Nowelizacja o KRS wprowadza wybór 15 członków KRS-sędziów na wspólną czteroletnią kadencję przez Sejm - dotychczas wybierały ich środowiska sędziowskie. Każdy klub poselski ma wskazywać nie więcej niż 9 możliwych kandydatów. Izba ma ich wybierać co do zasady większością 3/5 głosów - głosując na ustaloną przez sejmową komisję listę 15 kandydatów, na której musi być co najmniej jeden kandydat wskazany przez każdy klub. W przypadku niemożności wyboru większością 3/5, głosowano by na tę samą listę, ale o wyborze decydowałaby bezwzględna większość głosów.
Nowelizacja ustawy o KRS częściowo już weszła w życie, zaś większość jej regulacji wejdzie w życie w środę. Z kolei nowa ustawa o SN wejdzie w życie po upływie trzech miesięcy od ogłoszenia.

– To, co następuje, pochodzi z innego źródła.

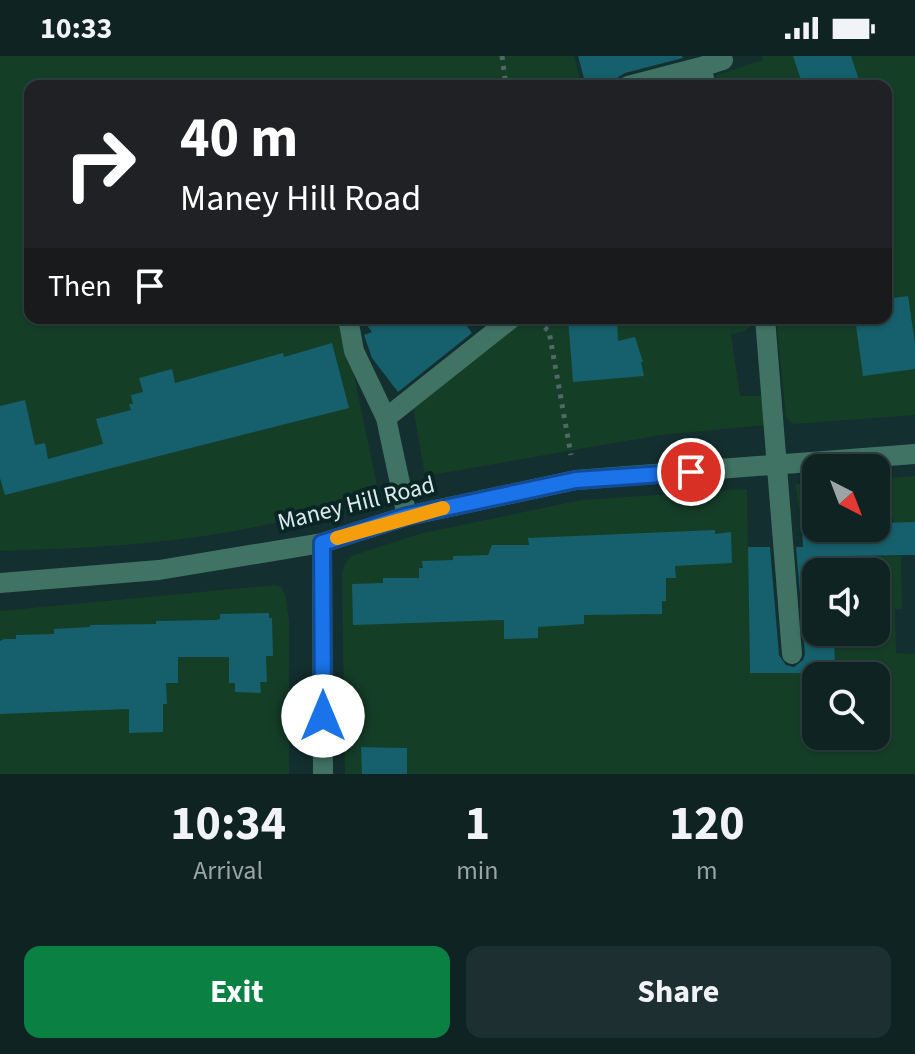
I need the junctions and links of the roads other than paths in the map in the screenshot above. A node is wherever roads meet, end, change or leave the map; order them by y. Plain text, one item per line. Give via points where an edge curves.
1 (721, 56) edge
2 (703, 76) edge
3 (673, 80) edge
4 (349, 324) edge
5 (504, 324) edge
6 (766, 324) edge
7 (386, 418) junction
8 (915, 454) edge
9 (778, 467) junction
10 (407, 516) junction
11 (322, 543) junction
12 (0, 583) edge
13 (792, 654) dead end
14 (323, 774) edge

1 - 2 street via 723,60
2 - 3 street
4 - 7 street via 354,351
5 - 7 street
6 - 9 street
7 - 10 street
8 - 9 street, Maney Hill Road
9 - 10 street, Maney Hill Road via 576,480
9 - 13 street
10 - 11 street, Maney Hill Road
11 - 12 street, Maney Hill Road via 159,570
11 - 14 street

"Apelujemy o uszanowanie decyzji każdego sędziego, który według nowej ustawy o SN zostaje zmuszony do podjęcia decyzji co do dalszego pozostania na stanowisku, przejścia w stan spoczynku albo ubiegania się o zgodę władzy wykonawczej na przedłużenie wykonywania sprawowanego urzędu" - głosi uchwała Zgromadzenia Ogólnego.
W sierpniu zeszłego roku w życie weszła nowelizacja Prawa o ustroju sądów powszechnych, która m.in. zwiększyła uprawnienia ministra sprawiedliwości przy powoływaniu i odwoływaniu prezesów sądów.

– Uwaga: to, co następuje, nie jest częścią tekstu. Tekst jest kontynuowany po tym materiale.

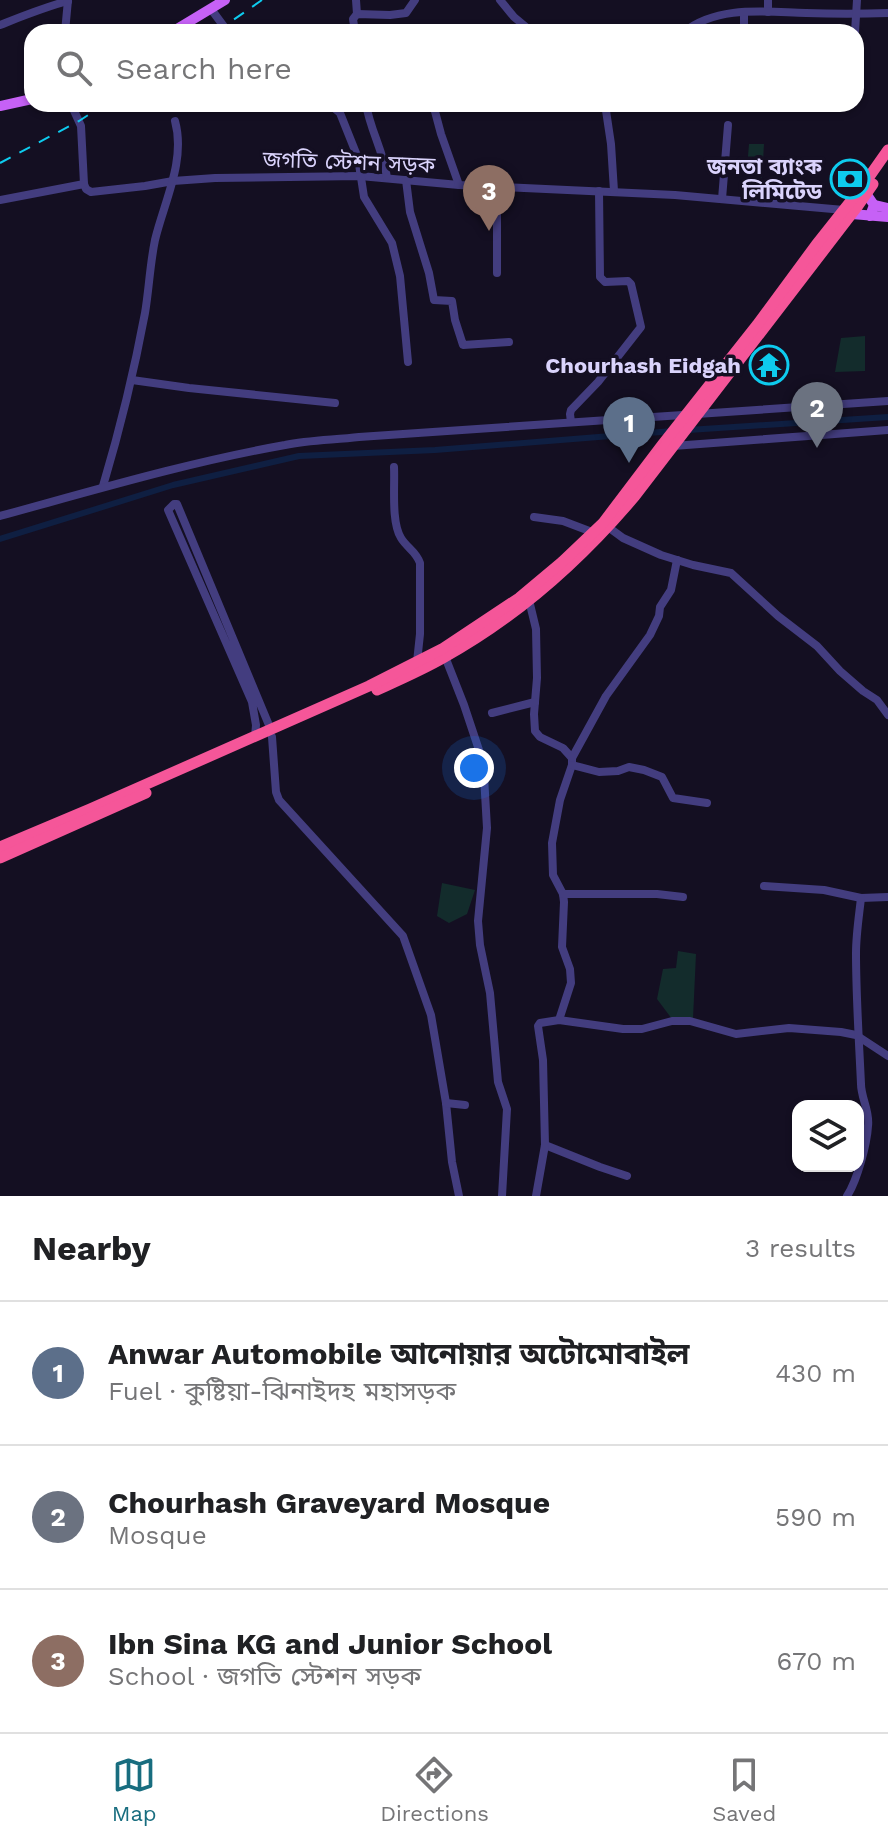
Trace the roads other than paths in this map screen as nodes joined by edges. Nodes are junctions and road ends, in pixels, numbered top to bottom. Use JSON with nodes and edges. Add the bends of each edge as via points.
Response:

Nowelizacja odstąpiła od modelu powoływania prezesów sądów apelacyjnych i okręgowych przez ministra sprawiedliwości po uzyskaniu opinii zgromadzeń ogólnych sądów. Przepis przejściowy przewidział, że prezesi i wiceprezesi sądów "mogą zostać odwołani przez ministra sprawiedliwości, w okresie nie dłuższym niż 6 miesięcy od dnia wejścia w życie niniejszej ustawy" - bez zachowania wymogów w niej określonych, czyli m.in. bez uzasadnienia.